Anastasia menatapnya curiga. “Apa maksudmu memberiku rumput liar ini?”
“Bukan rumput liar,” bantah Alexius, menaruh bunga itu di telapak tangannya. “Kau tahu, bunga ini hanya mekar kalau mendengar tawa. Jadi mungkin... kalau Kakak Ipar terus tertawa, bunga ini akan ikut mekar lebih indah.”
Bibir Anastasia perlahan bergetar menahan tawa.
“Kau benar-benar pandai berbicara omong kosong,” katanya akhirnya, sambil mengambil bunga itu.
Alexius mengangkat kedua tangannya berpura-pura tersinggung.
“Omong kosong yang berhasil membuatmu tersenyum, berarti tak sepenuhnya sia-sia, bukan?”
Tak menyerah sampai disitu, Alexius pura-pura tersandung batu. Hampir jatuh, lalu menepuk debu di lututnya sambil mengaduh berlebihan. “Demi para dewa, bahkan tanah pun memihak padaku. Mereka ingin aku gagal membuatmu tertawa.”
Anastasia akhirnya tak tahan, tawa kecil lolos dari bibirnya. Ia menutupi mulut dengan tangan, tapi Alexius sudah mendengarnya. Tatapan lelaki itu melembut, seolah melihat pemandangan terindah.
“Teruslah tertawa, Kakak Ipar” katanya sambil berdiri tegak. “Dunia ini masih bisa berputar dengan normal… kalau kau tertawa.”
Anastasia memandangnya sebentar, lalu berbalik dan mulai berlari lagi. “Kau terlalu banyak bicara.”
“Hei… Kakak Ipar, tapi aku membuatmu tertawa,” balas Alexius cepat sambil ikut berlari di belakangnya, suara tawanya memantul di antara pepohonan.

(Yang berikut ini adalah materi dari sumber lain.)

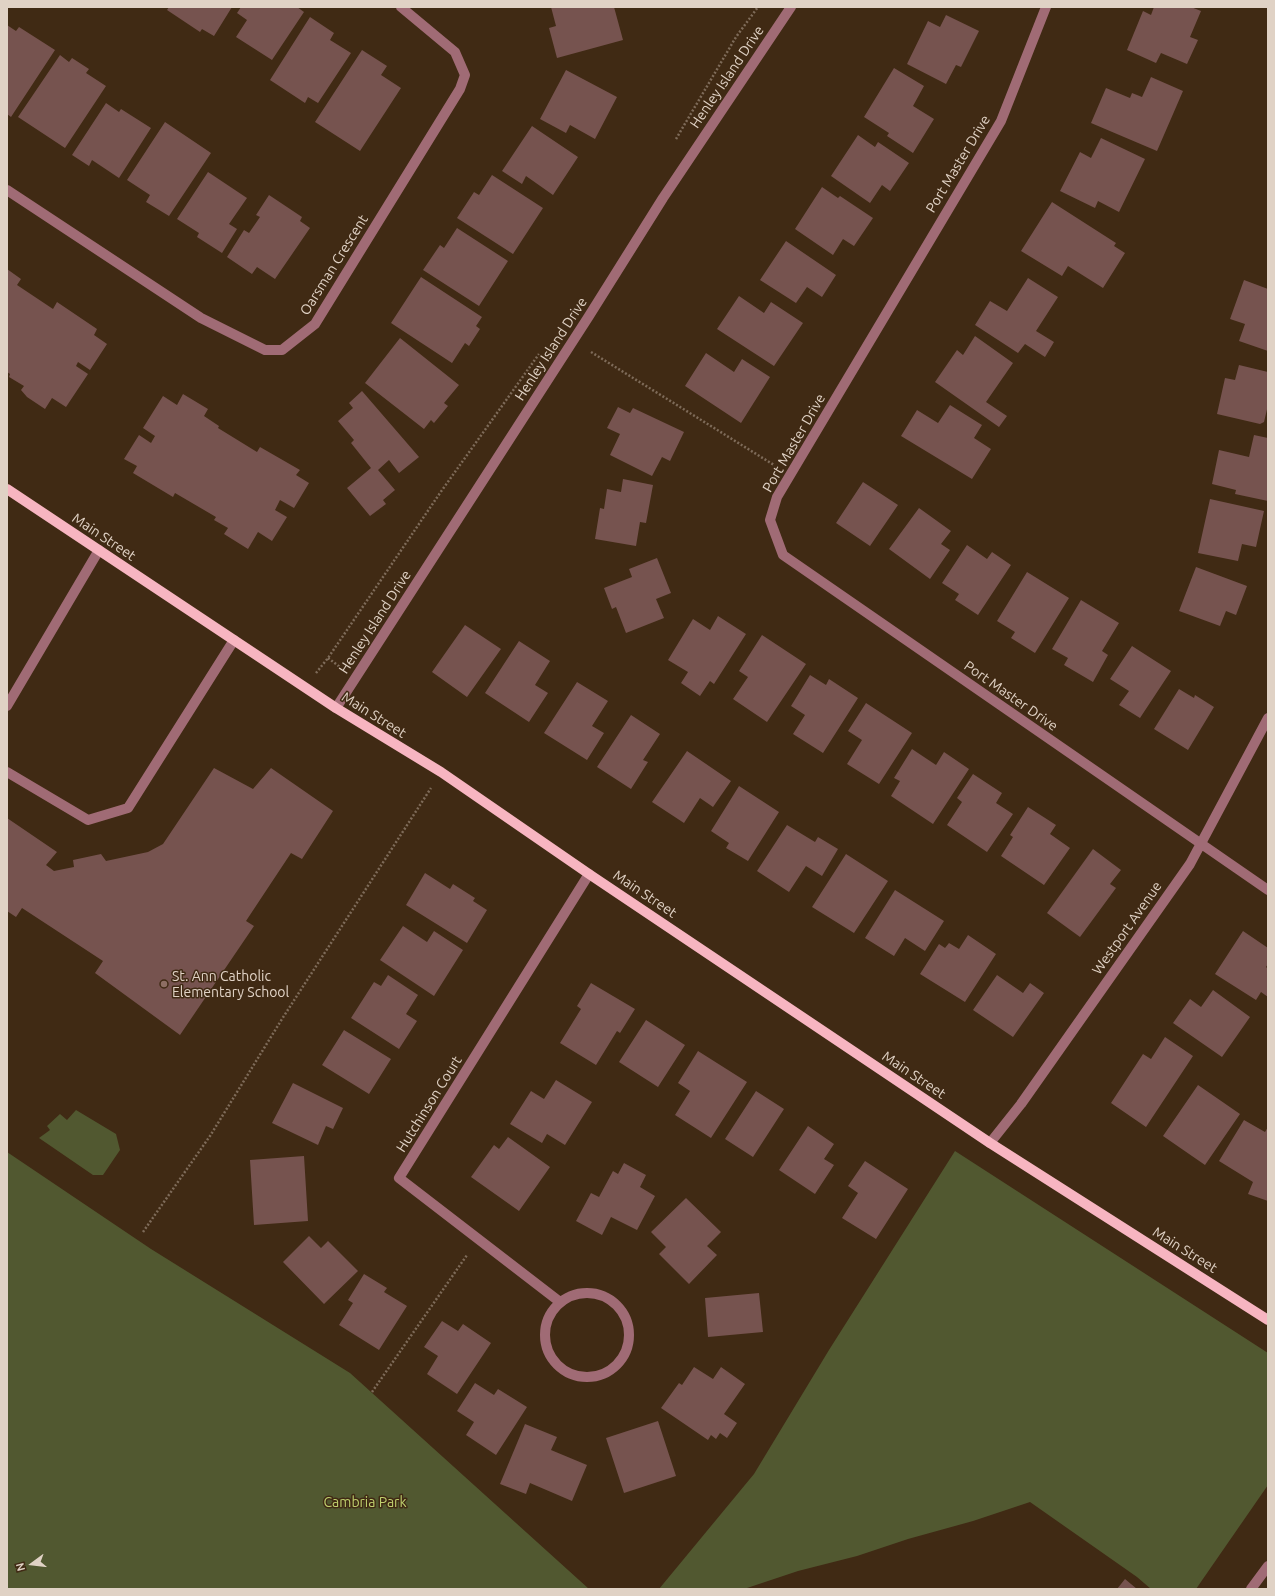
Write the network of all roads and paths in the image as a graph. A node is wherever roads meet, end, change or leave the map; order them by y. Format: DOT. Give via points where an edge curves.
graph roads {
  1 [pos="401,7"];
  2 [pos="758,7"];
  3 [pos="791,7"];
  4 [pos="1046,7"];
  5 [pos="674,142"];
  6 [pos="7,190"];
  7 [pos="543,348"];
  8 [pos="591,352"];
  9 [pos="790,475"];
  10 [pos="7,489"];
  11 [pos="99,550"];
  12 [pos="234,640"];
  13 [pos="328,658"];
  14 [pos="7,706"];
  15 [pos="336,708"];
  16 [pos="1268,718"];
  17 [pos="7,772"];
  18 [pos="441,772"];
  19 [pos="1201,844"];
  20 [pos="589,874"];
  21 [pos="1268,890"];
  22 [pos="990,1143"];
  23 [pos="143,1232"];
  24 [pos="478,1239"];
  25 [pos="560,1302"];
  26 [pos="1268,1320"];
  27 [pos="372,1392"];
  28 [pos="1268,1566"];
  29 [pos="1251,1589"];
  1 -- 6 [label="street, Oarsman Crescent" via="455,52 465,75 460,89 315,324 282,350 265,350 201,318"];
  2 -- 5 [label="path" via="736,37"];
  3 -- 15 [label="street, Henley Island Drive" via="662,198 582,328"];
  4 -- 9 [label="street, Port Master Drive" via="1001,121"];
  7 -- 13 [label="path" via="440,492"];
  8 -- 9 [label="path"];
  9 -- 19 [label="street, Port Master Drive" via="777,497 770,520 783,556"];
  10 -- 11 [label="main road, Main Street"];
  11 -- 12 [label="main road, Main Street"];
  11 -- 14 [label="street"];
  12 -- 15 [label="main road, Main Street"];
  12 -- 17 [label="street" via="128,808 88,820"];
  15 -- 18 [label="main road, Main Street"];
  16 -- 19 [label="street, Westport Avenue"];
  18 -- 20 [label="main road, Main Street"];
  18 -- 23 [label="path" via="210,1136"];
  19 -- 21 [label="street, Port Master Drive"];
  19 -- 22 [label="street, Westport Avenue" via="1190,864 1030,1091"];
  20 -- 22 [label="main road, Main Street"];
  20 -- 24 [label="street, Hutchinson Court" via="399,1178"];
  22 -- 26 [label="main road, Main Street"];
  24 -- 25 [label="street, Hutchinson Court"];
  24 -- 27 [label="path"];
  25 -- 25 [label="street" via="571,1295 584,1292 610,1299 620,1308 627,1320 629,1346 623,1359 614,1369 601,1376 587,1378 572,1375 559,1368 550,1356 545,1342 545,1328 550,1314"];
  28 -- 29 [label="street"];
}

Anastasia tak menjawab, tapi kali ini tawanya benar-benar pecah… ringan dan tulus, membuat Alexius memandang punggungnya lekat lebih lama dari yang seharusnya
Di kejauhan, dua pasang mata memperhatikan mereka dari arah berlawanan. Kaisar Lexus berdiri di balik deretan pepohonan tinggi di sisi barat taman istana. Pandangannya menyorot tajam pada mata Anastasia yang tertawa lepas. Tawa yang belum pernah terdengar sebelumnya, sangat indah namun membuat dadanya panas dingin. Rahang Lexus mengeras, jemarinya menggenggam erat sarung pedang di pinggang.
Alexius sudah terlalu berani. Terlalu jauh melewati batasan seorang Jenderal terhadap wanita yang menyandang gelar Selir Kaisar. Dan Anastasia, wanita yang semalam menatapnya dengan kebencian kini tampak… bahagia di sisi orang lain.
Sementara itu di sisi timur taman istana, Selir Bahrana bersandar di balik pilar batu, bibirnya melengkung licik.
“Dasar jalang,” bisiknya pelan, “Setelah menggoda kaisar, kini ia mencoba menjerat adiknya juga. Aku sudah menduga ini sebelumnya, dia hanya berlagak sok cuek di depan Kaisar. Kenyataannya ia mengincar kedudukan tinggi di istana ini.”
Ia menoleh pada pelayannya yang berdiri di belakang, menatapnya dengan senyum samar.
“Tapi mungkin… ini justru keuntungan bagiku,” ucapnya lebih lembut, matanya menyipit penuh perhitungan. “Jika Alexius tergoda, maka aku tak perlu mengotori tangan untuk menjatuhkan wanita itu. Cukup satu bisikan… dan seluruh istana akan memanggilnya pengkhianat.”
Selir Bahrana menatap sekali lagi ke arah Anastasia dan Alexius yang tertawa di bawah sinar matahari pagi. Lalu ia berbalik perlahan, menghilang di antara koridor batu, meninggalkan aroma bunga melati dan rencana busuk yang baru tumbuh di benaknya.